'''

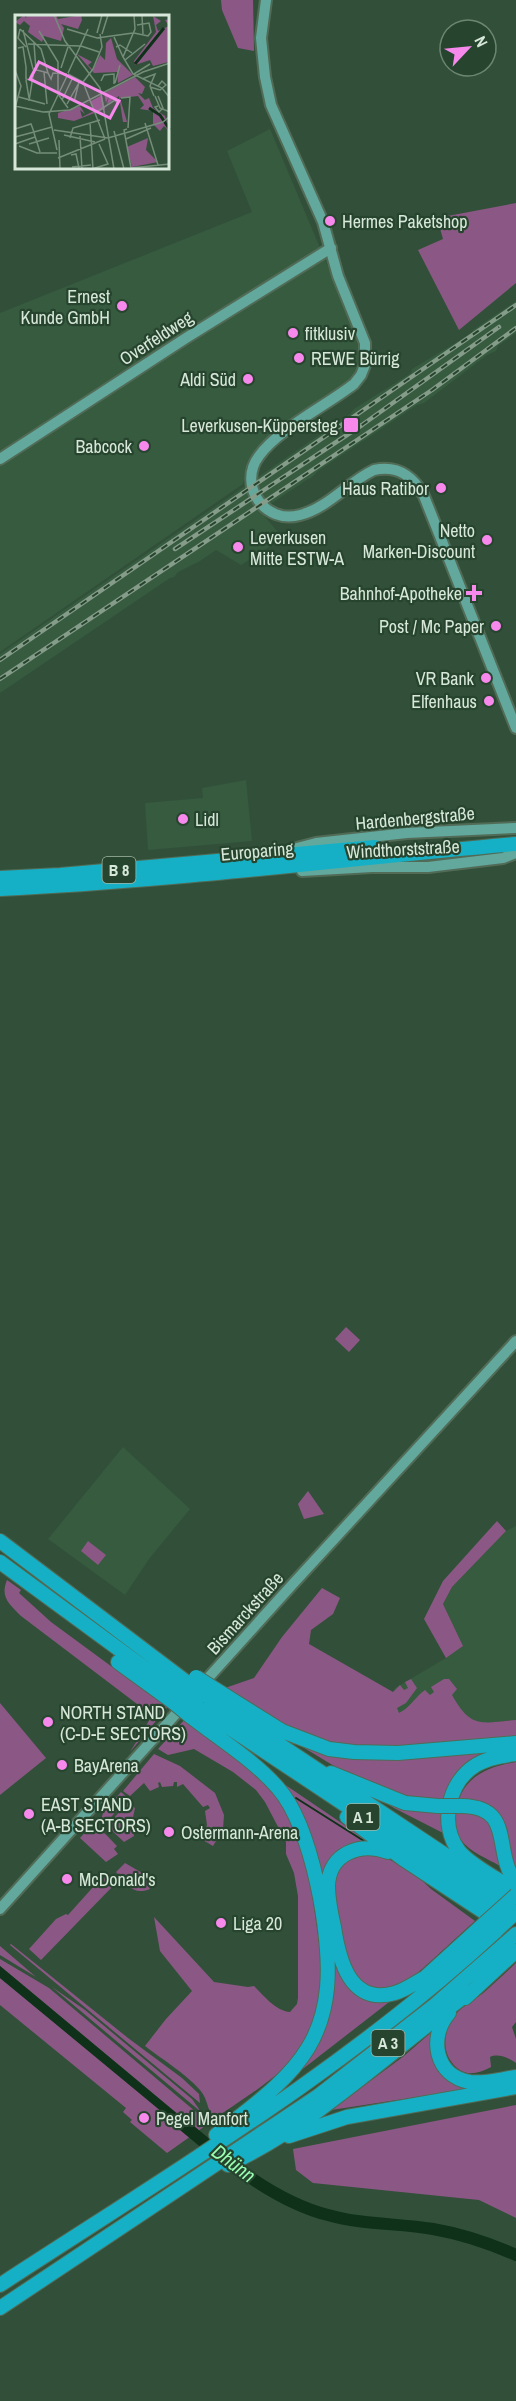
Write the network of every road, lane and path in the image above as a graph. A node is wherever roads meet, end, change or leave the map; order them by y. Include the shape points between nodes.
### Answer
1 (266, 0) edge
2 (331, 248) junction
3 (0, 459) edge
4 (516, 728) edge
5 (516, 828) edge
6 (516, 838) edge
7 (316, 843) joint
8 (516, 844) edge
9 (516, 853) edge
10 (270, 856) junction
11 (291, 866) junction
12 (0, 878) edge
13 (32, 882) junction
14 (0, 889) edge
15 (516, 1341) edge
16 (0, 1541) edge
17 (0, 1562) edge
18 (185, 1689) junction
19 (203, 1702) junction
20 (516, 1743) edge
21 (266, 1753) junction
22 (516, 1754) edge
23 (314, 1769) junction
24 (402, 1858) junction
25 (516, 1882) edge
26 (516, 1893) edge
27 (516, 1902) edge
28 (0, 1909) edge
29 (516, 1912) edge
30 (516, 1919) edge
31 (491, 1927) junction
32 (514, 1940) edge
33 (424, 1978) junction
34 (470, 1992) junction
35 (381, 2028) junction
36 (516, 2076) edge
37 (516, 2087) edge
38 (239, 2123) junction
39 (266, 2141) junction
40 (0, 2285) edge
41 (0, 2308) edge

1 - 2 street via 261,38 268,91
2 - 3 street, Overfeldweg
2 - 4 street via 365,343 365,365 354,384 270,443 257,459 252,489 269,511 286,517 302,515 321,505 371,471 384,468 402,472 415,481
5 - 7 street, Hardenbergstraße via 407,833
6 - 10 highway, Europaring / B 8
7 - 10 street, Europaring
8 - 11 highway, Europaring / B 8
9 - 11 street, Windthorststraße via 428,867 302,871
10 - 13 highway, Europaring / B 8
11 - 13 highway, Europaring / B 8
12 - 13 highway, Europaring / B 8
13 - 14 highway, Europaring / B 8
15 - 28 street, Bismarckstraße
16 - 18 highway, A 1
17 - 18 highway via 45,1597 96,1646
18 - 19 highway, A 1, bridge
18 - 19 highway, bridge
19 - 20 highway via 329,1749 398,1753
19 - 21 highway, A 1
19 - 23 highway, A 1
19 - 38 highway via 279,1788 300,1822 324,1930 327,1985 316,2033 285,2077
21 - 24 highway via 288,1776
21 - 30 highway, A 1
22 - 26 highway via 486,1760 471,1769 453,1793 448,1817 459,1850
23 - 25 highway, bridge via 405,1803 483,1809 496,1819 504,1835 508,1871
23 - 27 highway, A 1
24 - 32 highway
24 - 33 highway via 366,1847 352,1850 338,1860 328,1886 337,1951 350,1979 372,1993 397,1993
26 - 31 highway, bridge
29 - 31 highway, A 3, bridge
31 - 33 highway
31 - 35 highway, A 3 via 457,1968
32 - 34 highway
32 - 39 highway, A 3
33 - 35 highway
34 - 36 highway via 439,2029 436,2045 441,2063 469,2082
34 - 39 highway via 383,2061
35 - 38 highway, A 3 via 309,2082
37 - 39 highway via 340,2119
38 - 40 highway via 164,2178
39 - 41 highway, A 3 via 178,2189

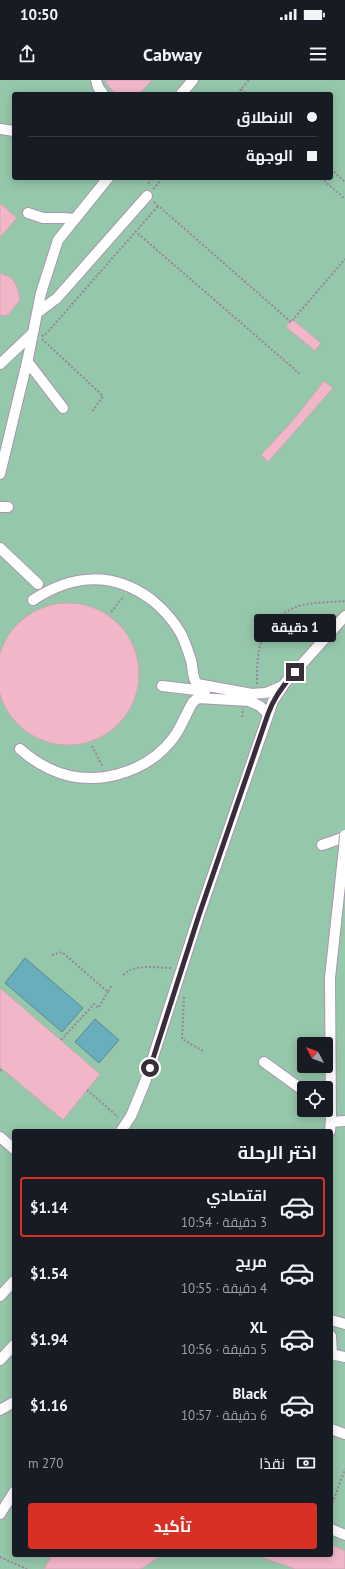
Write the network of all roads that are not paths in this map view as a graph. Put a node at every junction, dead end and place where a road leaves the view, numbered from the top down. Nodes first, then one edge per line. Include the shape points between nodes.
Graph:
1 (96, 80) edge
2 (193, 80) edge
3 (102, 92) edge
4 (183, 92) edge
5 (0, 129) edge
6 (12, 131) edge
7 (106, 180) edge
8 (147, 196) road end
9 (28, 213) dead end
10 (74, 219) junction
11 (37, 313) junction
12 (33, 333) junction
13 (27, 361) junction
14 (0, 364) edge
15 (63, 408) dead end
16 (2, 454) edge
17 (0, 474) edge
18 (0, 548) edge
19 (38, 584) dead end
20 (33, 600) dead end
21 (345, 616) edge
22 (285, 683) junction
23 (162, 686) dead end
24 (225, 694) junction
25 (244, 696) junction
26 (268, 714) junction
27 (20, 749) dead end
28 (345, 836) edge
29 (322, 845) dead end
30 (264, 1062) dead end
31 (329, 1081) edge
32 (297, 1086) edge
33 (330, 1117) edge
34 (345, 1121) edge
35 (123, 1127) edge
36 (331, 1127) edge
37 (0, 1137) edge
38 (12, 1147) edge
39 (12, 1283) edge
40 (0, 1296) edge
41 (333, 1321) edge
42 (345, 1324) edge
43 (12, 1347) edge
44 (333, 1354) edge
45 (345, 1357) edge
46 (0, 1360) edge
47 (12, 1403) edge
48 (0, 1410) edge
49 (333, 1430) edge
50 (345, 1434) edge
51 (12, 1495) edge
52 (0, 1514) edge
53 (333, 1530) edge
54 (345, 1535) edge

1 - 3 street
2 - 4 street
5 - 6 street
7 - 10 street
8 - 11 street via 57,298
9 - 10 street via 43,218
10 - 11 street via 58,240
11 - 12 street
12 - 13 street
12 - 14 street
13 - 15 street
13 - 16 street
16 - 17 street
18 - 19 street
20 - 24 street via 48,590 80,580 98,579 131,587 159,605 176,626 187,646 197,684
21 - 22 street
22 - 25 street via 266,693
22 - 26 street
23 - 24 street
24 - 25 street
24 - 27 street via 196,700 174,737 161,752 127,772 108,777 70,776 34,761
25 - 26 street
26 - 35 street via 145,1082
28 - 29 street
28 - 31 street, bridge via 330,978
30 - 32 street
33 - 36 street
34 - 36 street
37 - 38 street
39 - 40 street
41 - 42 street
43 - 46 street
44 - 45 street
47 - 48 street
49 - 50 street
51 - 52 street
53 - 54 street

'''

I'd like the material repeated word for word, without the pictures it holds.

Write the network of every road, lane and path in the image above as a graph. A node is wherever roads meet, end, change or leave the map; order them by y. Include the shape points between nodes.
### Answer
1 (266, 0) edge
2 (331, 248) junction
3 (0, 459) edge
4 (516, 728) edge
5 (516, 828) edge
6 (516, 838) edge
7 (316, 843) joint
8 (516, 844) edge
9 (516, 853) edge
10 (270, 856) junction
11 (291, 866) junction
12 (0, 878) edge
13 (32, 882) junction
14 (0, 889) edge
15 (516, 1341) edge
16 (0, 1541) edge
17 (0, 1562) edge
18 (185, 1689) junction
19 (203, 1702) junction
20 (516, 1743) edge
21 (266, 1753) junction
22 (516, 1754) edge
23 (314, 1769) junction
24 (402, 1858) junction
25 (516, 1882) edge
26 (516, 1893) edge
27 (516, 1902) edge
28 (0, 1909) edge
29 (516, 1912) edge
30 (516, 1919) edge
31 (491, 1927) junction
32 (514, 1940) edge
33 (424, 1978) junction
34 (470, 1992) junction
35 (381, 2028) junction
36 (516, 2076) edge
37 (516, 2087) edge
38 (239, 2123) junction
39 (266, 2141) junction
40 (0, 2285) edge
41 (0, 2308) edge

1 - 2 street via 261,38 268,91
2 - 3 street, Overfeldweg
2 - 4 street via 365,343 365,365 354,384 270,443 257,459 252,489 269,511 286,517 302,515 321,505 371,471 384,468 402,472 415,481
5 - 7 street, Hardenbergstraße via 407,833
6 - 10 highway, Europaring / B 8
7 - 10 street, Europaring
8 - 11 highway, Europaring / B 8
9 - 11 street, Windthorststraße via 428,867 302,871
10 - 13 highway, Europaring / B 8
11 - 13 highway, Europaring / B 8
12 - 13 highway, Europaring / B 8
13 - 14 highway, Europaring / B 8
15 - 28 street, Bismarckstraße
16 - 18 highway, A 1
17 - 18 highway via 45,1597 96,1646
18 - 19 highway, A 1, bridge
18 - 19 highway, bridge
19 - 20 highway via 329,1749 398,1753
19 - 21 highway, A 1
19 - 23 highway, A 1
19 - 38 highway via 279,1788 300,1822 324,1930 327,1985 316,2033 285,2077
21 - 24 highway via 288,1776
21 - 30 highway, A 1
22 - 26 highway via 486,1760 471,1769 453,1793 448,1817 459,1850
23 - 25 highway, bridge via 405,1803 483,1809 496,1819 504,1835 508,1871
23 - 27 highway, A 1
24 - 32 highway
24 - 33 highway via 366,1847 352,1850 338,1860 328,1886 337,1951 350,1979 372,1993 397,1993
26 - 31 highway, bridge
29 - 31 highway, A 3, bridge
31 - 33 highway
31 - 35 highway, A 3 via 457,1968
32 - 34 highway
32 - 39 highway, A 3
33 - 35 highway
34 - 36 highway via 439,2029 436,2045 441,2063 469,2082
34 - 39 highway via 383,2061
35 - 38 highway, A 3 via 309,2082
37 - 39 highway via 340,2119
38 - 40 highway via 164,2178
39 - 41 highway, A 3 via 178,2189

Write the network of all roads that are not paths in this map view as a graph. Put a node at every junction, dead end and place where a road leaves the view, numbered from the top down. Nodes first, then one edge per line. Include the shape points between nodes.
Graph:
1 (96, 80) edge
2 (193, 80) edge
3 (102, 92) edge
4 (183, 92) edge
5 (0, 129) edge
6 (12, 131) edge
7 (106, 180) edge
8 (147, 196) road end
9 (28, 213) dead end
10 (74, 219) junction
11 (37, 313) junction
12 (33, 333) junction
13 (27, 361) junction
14 (0, 364) edge
15 (63, 408) dead end
16 (2, 454) edge
17 (0, 474) edge
18 (0, 548) edge
19 (38, 584) dead end
20 (33, 600) dead end
21 (345, 616) edge
22 (285, 683) junction
23 (162, 686) dead end
24 (225, 694) junction
25 (244, 696) junction
26 (268, 714) junction
27 (20, 749) dead end
28 (345, 836) edge
29 (322, 845) dead end
30 (264, 1062) dead end
31 (329, 1081) edge
32 (297, 1086) edge
33 (330, 1117) edge
34 (345, 1121) edge
35 (123, 1127) edge
36 (331, 1127) edge
37 (0, 1137) edge
38 (12, 1147) edge
39 (12, 1283) edge
40 (0, 1296) edge
41 (333, 1321) edge
42 (345, 1324) edge
43 (12, 1347) edge
44 (333, 1354) edge
45 (345, 1357) edge
46 (0, 1360) edge
47 (12, 1403) edge
48 (0, 1410) edge
49 (333, 1430) edge
50 (345, 1434) edge
51 (12, 1495) edge
52 (0, 1514) edge
53 (333, 1530) edge
54 (345, 1535) edge

1 - 3 street
2 - 4 street
5 - 6 street
7 - 10 street
8 - 11 street via 57,298
9 - 10 street via 43,218
10 - 11 street via 58,240
11 - 12 street
12 - 13 street
12 - 14 street
13 - 15 street
13 - 16 street
16 - 17 street
18 - 19 street
20 - 24 street via 48,590 80,580 98,579 131,587 159,605 176,626 187,646 197,684
21 - 22 street
22 - 25 street via 266,693
22 - 26 street
23 - 24 street
24 - 25 street
24 - 27 street via 196,700 174,737 161,752 127,772 108,777 70,776 34,761
25 - 26 street
26 - 35 street via 145,1082
28 - 29 street
28 - 31 street, bridge via 330,978
30 - 32 street
33 - 36 street
34 - 36 street
37 - 38 street
39 - 40 street
41 - 42 street
43 - 46 street
44 - 45 street
47 - 48 street
49 - 50 street
51 - 52 street
53 - 54 street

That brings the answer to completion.